Are they ever really gone?
Photo of Nick and Claudia, and a feather to the left, that we found after she’d seen him the day before.

I’ve even had a call from a close friend of ours who also discovered perfect white feathers in their home, after discussing a huge life change, one they had often talked about with Nick. Like it was his way of weighing in on their decision, we again had to laugh at this, it’s typical Nick!

Once he passed, in those first few months, many of friends would start their conversations with, ‘I don’t know if you believe this but….’ and would tell me something that had happened, that they thought was a ‘sign’ from Nick.

I’d tell them if they thought it was Nick, then it probably was, and would share something that happened to me to make them feel a bit better about what they’d experienced.

So, they didn’t question it so much, and think they were imagining things. We often try and make sense of it, talk ourselves out of believing it could be anything but something logical.

I could go on and on about all the times and ‘things’ that have happened, but I think you get the picture so far.

So, are they ever really gone? I’d love to hear your own stories. I’d love for you to try and dispute mine, but I know what ive seen and felt over the years.

If this hadn’t happened to me, would I be a skeptic about it too? Are some people more open to these experiences than others? Is it just my own spiritual connection with Nick that has allowed me these little insights?

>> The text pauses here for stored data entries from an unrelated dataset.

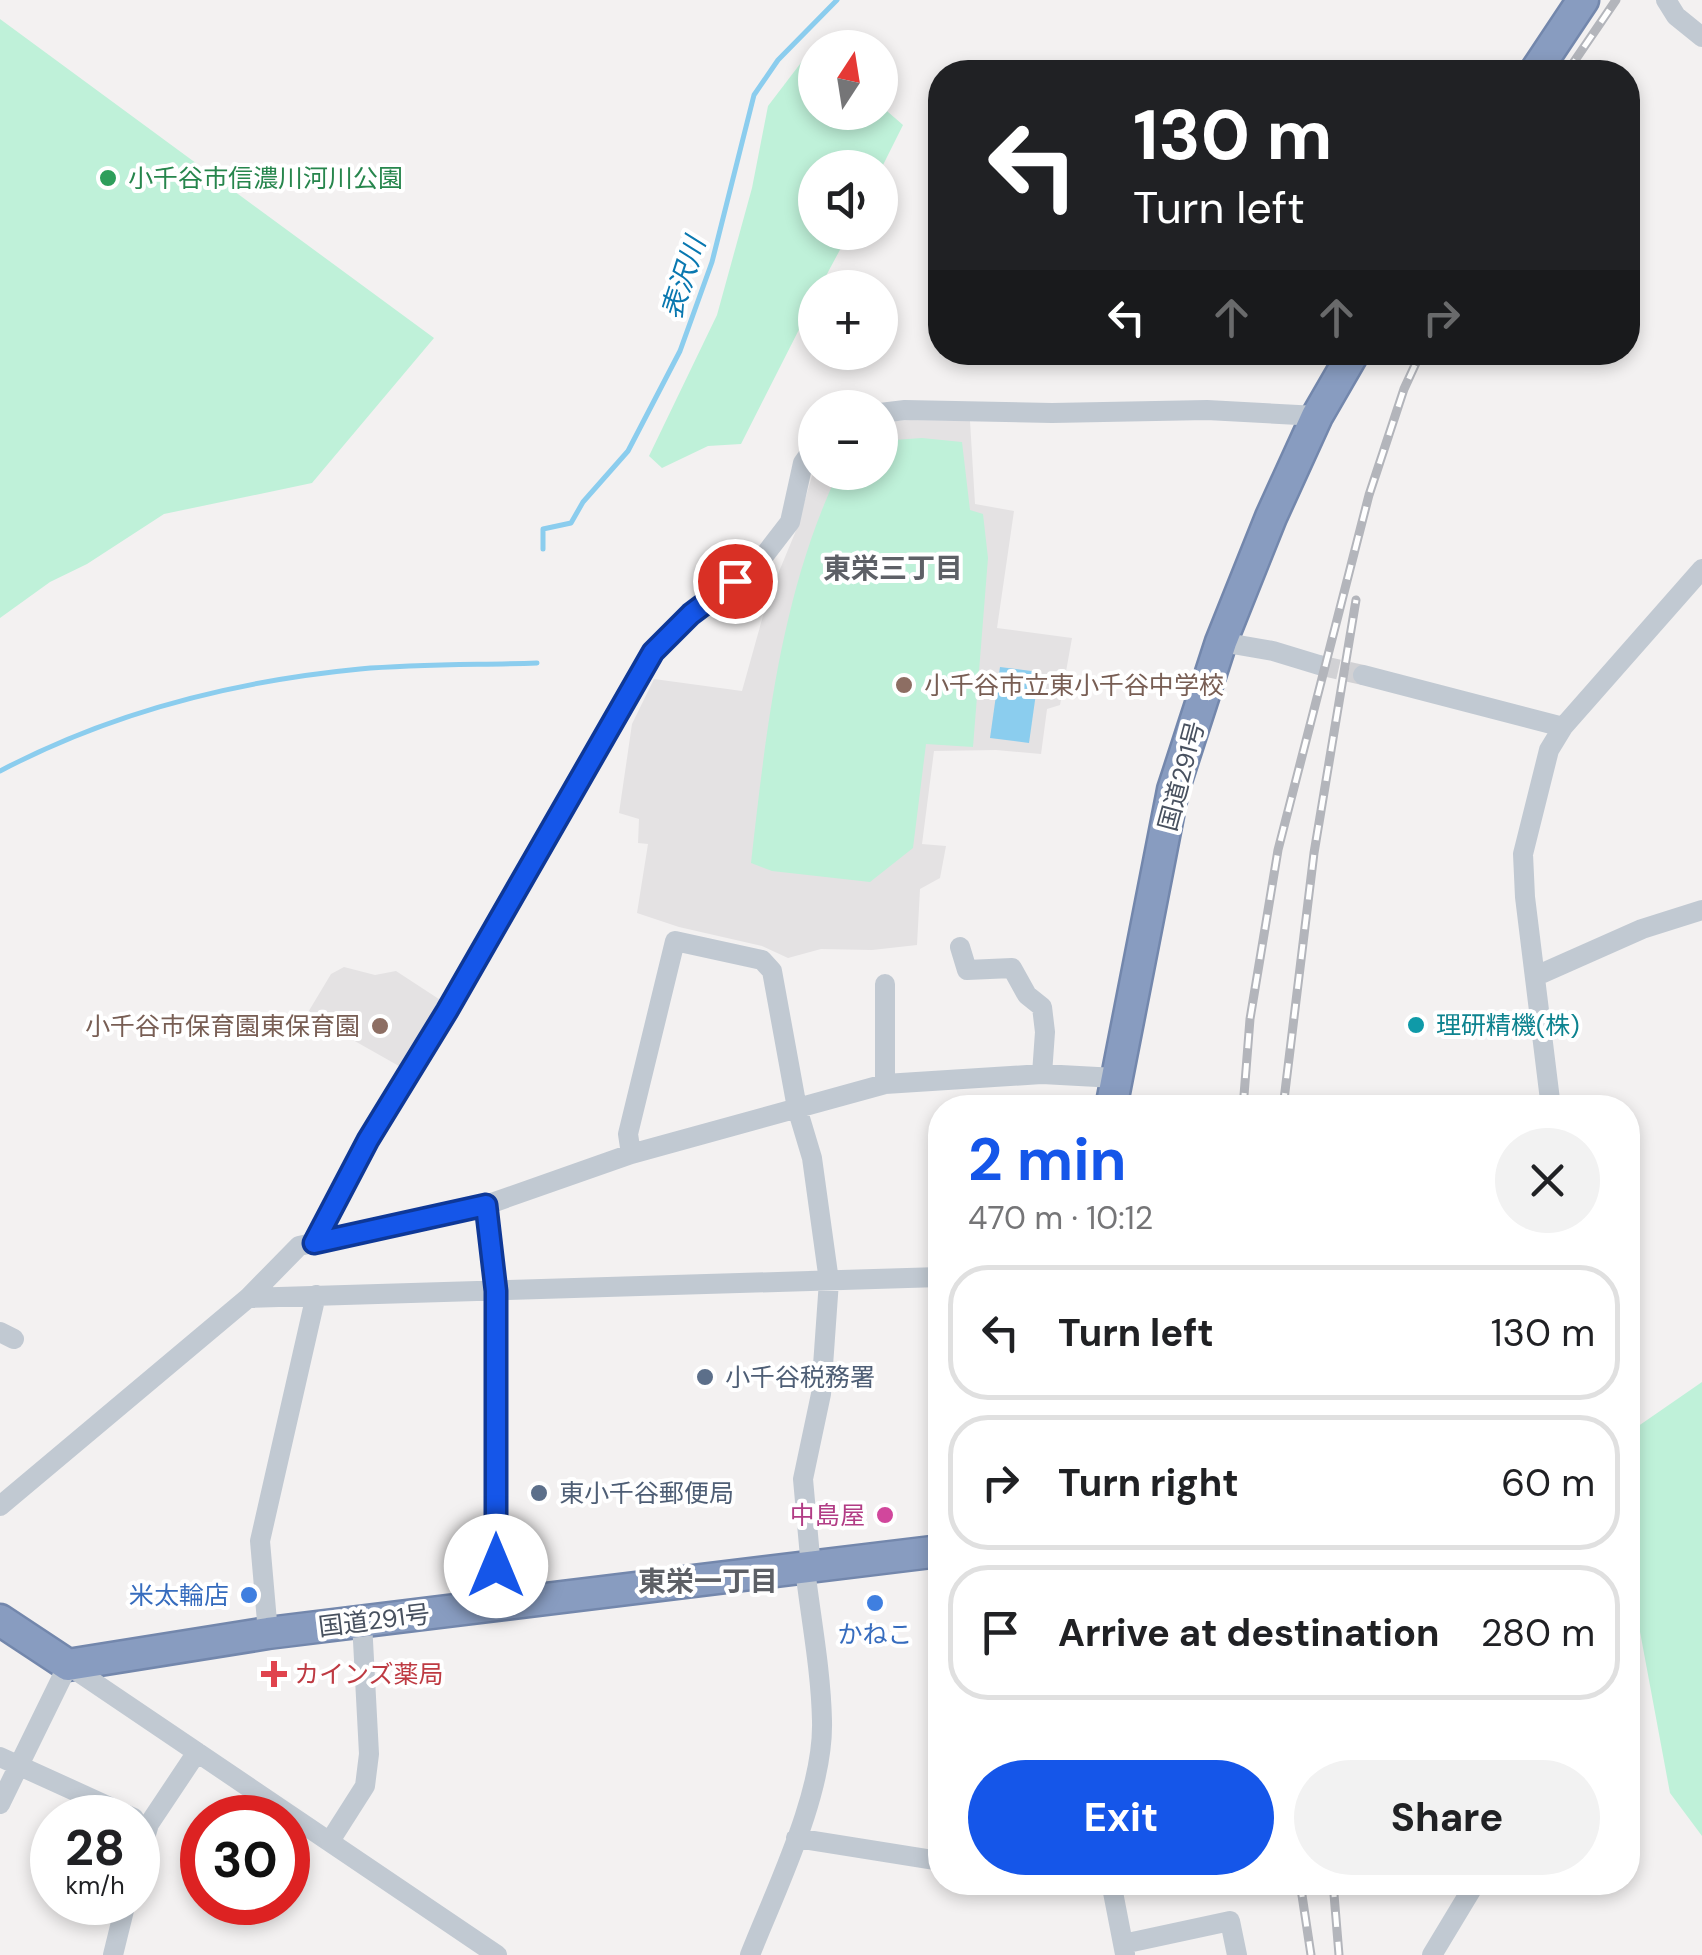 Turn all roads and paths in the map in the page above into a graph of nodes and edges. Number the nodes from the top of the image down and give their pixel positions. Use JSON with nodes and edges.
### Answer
{"nodes":[{"id":1,"x":1583,"y":0,"type":"edge"},
{"id":2,"x":1666,"y":0,"type":"edge"},
{"id":3,"x":1702,"y":36,"type":"edge"},
{"id":4,"x":1543,"y":60,"type":"edge"},
{"id":5,"x":1346,"y":365,"type":"edge"},
{"id":6,"x":898,"y":411,"type":"edge"},
{"id":7,"x":1317,"y":416,"type":"junction"},
{"id":8,"x":798,"y":486,"type":"edge"},
{"id":9,"x":1702,"y":569,"type":"edge"},
{"id":10,"x":1221,"y":642,"type":"junction"},
{"id":11,"x":1319,"y":665,"type":"tunnel mouth"},
{"id":12,"x":1362,"y":675,"type":"tunnel mouth"},
{"id":13,"x":1563,"y":727,"type":"junction"},
{"id":14,"x":1702,"y":910,"type":"edge"},
{"id":15,"x":960,"y":947,"type":"dead end"},
{"id":16,"x":1536,"y":976,"type":"junction"},
{"id":17,"x":885,"y":984,"type":"dead end"},
{"id":18,"x":1042,"y":1074,"type":"junction"},
{"id":19,"x":885,"y":1084,"type":"junction"},
{"id":20,"x":1114,"y":1093,"type":"edge"},
{"id":21,"x":1550,"y":1095,"type":"edge"},
{"id":22,"x":797,"y":1108,"type":"junction"},
{"id":23,"x":631,"y":1154,"type":"junction"},
{"id":24,"x":486,"y":1205,"type":"junction"},
{"id":25,"x":314,"y":1243,"type":"junction"},
{"id":26,"x":928,"y":1277,"type":"edge"},
{"id":27,"x":829,"y":1282,"type":"junction"},
{"id":28,"x":496,"y":1291,"type":"junction"},
{"id":29,"x":316,"y":1295,"type":"junction"},
{"id":30,"x":248,"y":1298,"type":"junction"},
{"id":31,"x":0,"y":1506,"type":"edge"},
{"id":32,"x":928,"y":1553,"type":"edge"},
{"id":33,"x":808,"y":1568,"type":"junction"},
{"id":34,"x":496,"y":1605,"type":"junction"},
{"id":35,"x":0,"y":1620,"type":"edge"},
{"id":36,"x":362,"y":1622,"type":"junction"},
{"id":37,"x":268,"y":1634,"type":"junction"},
{"id":38,"x":68,"y":1665,"type":"junction"},
{"id":39,"x":197,"y":1752,"type":"junction"},
{"id":40,"x":9,"y":1761,"type":"edge"},
{"id":41,"x":84,"y":1795,"type":"edge"},
{"id":42,"x":160,"y":1796,"type":"edge"},
{"id":43,"x":0,"y":1804,"type":"edge"},
{"id":44,"x":796,"y":1838,"type":"junction"},
{"id":45,"x":330,"y":1841,"type":"junction"},
{"id":46,"x":928,"y":1859,"type":"edge"},
{"id":47,"x":1113,"y":1895,"type":"edge"},
{"id":48,"x":1468,"y":1895,"type":"edge"},
{"id":49,"x":120,"y":1925,"type":"edge"},
{"id":50,"x":1124,"y":1950,"type":"edge"},
{"id":51,"x":486,"y":1952,"type":"edge"},
{"id":52,"x":112,"y":1955,"type":"edge"},
{"id":53,"x":750,"y":1955,"type":"edge"},
{"id":54,"x":1238,"y":1955,"type":"edge"},
{"id":55,"x":1432,"y":1955,"type":"edge"}],
"edges":[{"from":1,"to":4,"type":"highway"},
{"from":2,"to":3,"type":"street"},
{"from":5,"to":7,"type":"highway","name":"国道291号"},
{"from":6,"to":7,"type":"street"},
{"from":7,"to":10,"type":"highway","name":"国道291号"},
{"from":8,"to":25,"type":"street"},
{"from":9,"to":13,"type":"street"},
{"from":10,"to":11,"type":"street"},
{"from":10,"to":20,"type":"highway","name":"国道291号"},
{"from":12,"to":13,"type":"street"},
{"from":13,"to":16,"type":"street"},
{"from":14,"to":16,"type":"street"},
{"from":15,"to":18,"type":"street"},
{"from":16,"to":21,"type":"street"},
{"from":17,"to":19,"type":"street"},
{"from":18,"to":19,"type":"street"},
{"from":18,"to":20,"type":"street"},
{"from":19,"to":22,"type":"street"},
{"from":22,"to":23,"type":"street"},
{"from":22,"to":23,"type":"street"},
{"from":22,"to":27,"type":"street"},
{"from":23,"to":24,"type":"street"},
{"from":24,"to":25,"type":"street"},
{"from":24,"to":28,"type":"street"},
{"from":25,"to":30,"type":"street"},
{"from":26,"to":27,"type":"street"},
{"from":27,"to":28,"type":"street"},
{"from":27,"to":33,"type":"street"},
{"from":28,"to":29,"type":"street"},
{"from":28,"to":34,"type":"street"},
{"from":29,"to":30,"type":"street"},
{"from":29,"to":37,"type":"street"},
{"from":30,"to":31,"type":"street"},
{"from":32,"to":33,"type":"highway","name":"国道291号"},
{"from":33,"to":34,"type":"highway","name":"国道291号"},
{"from":33,"to":44,"type":"street"},
{"from":34,"to":36,"type":"highway","name":"国道291号"},
{"from":35,"to":38,"type":"highway"},
{"from":36,"to":37,"type":"highway","name":"国道291号"},
{"from":36,"to":45,"type":"street"},
{"from":37,"to":38,"type":"highway","name":"国道291号"},
{"from":38,"to":39,"type":"street"},
{"from":38,"to":40,"type":"street"},
{"from":39,"to":42,"type":"street"},
{"from":39,"to":45,"type":"street"},
{"from":40,"to":41,"type":"street"},
{"from":40,"to":43,"type":"street"},
{"from":44,"to":46,"type":"street"},
{"from":44,"to":53,"type":"street"},
{"from":45,"to":51,"type":"street"},
{"from":47,"to":50,"type":"street"},
{"from":48,"to":55,"type":"street"},
{"from":49,"to":52,"type":"street"},
{"from":50,"to":54,"type":"street"}]}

I don’t believe that when you die, that’s it. I think there must be an afterlife or something, or that your spirit can still live on, i’m still not sure.

I’m sure many of you reading along, will be rolling your eyes at this point!

I know that those that have passed are never really gone because they live on through our memories and stories of them. I know whenever I look into my daughter’s eyes, I see Nick and i’m reminded that she was the final, special gift he gave me.

So, even if you  don’t ‘see’ or ‘sense’ your loved ones that have passed, know that you carry them with you in your heart always, and I truly believe they are looking down and aware of all that continues on in our lives.

Maybe even pausing to read the tributes you write to them on Facebook or other social media sites come their anniversaries!

Til next time, Michela xx

Thanks again for reading along, and I know I keep saying i’m winding down soon, but this is really one of the last few, thanks for staying with me so long and allowing me the space to share my stories.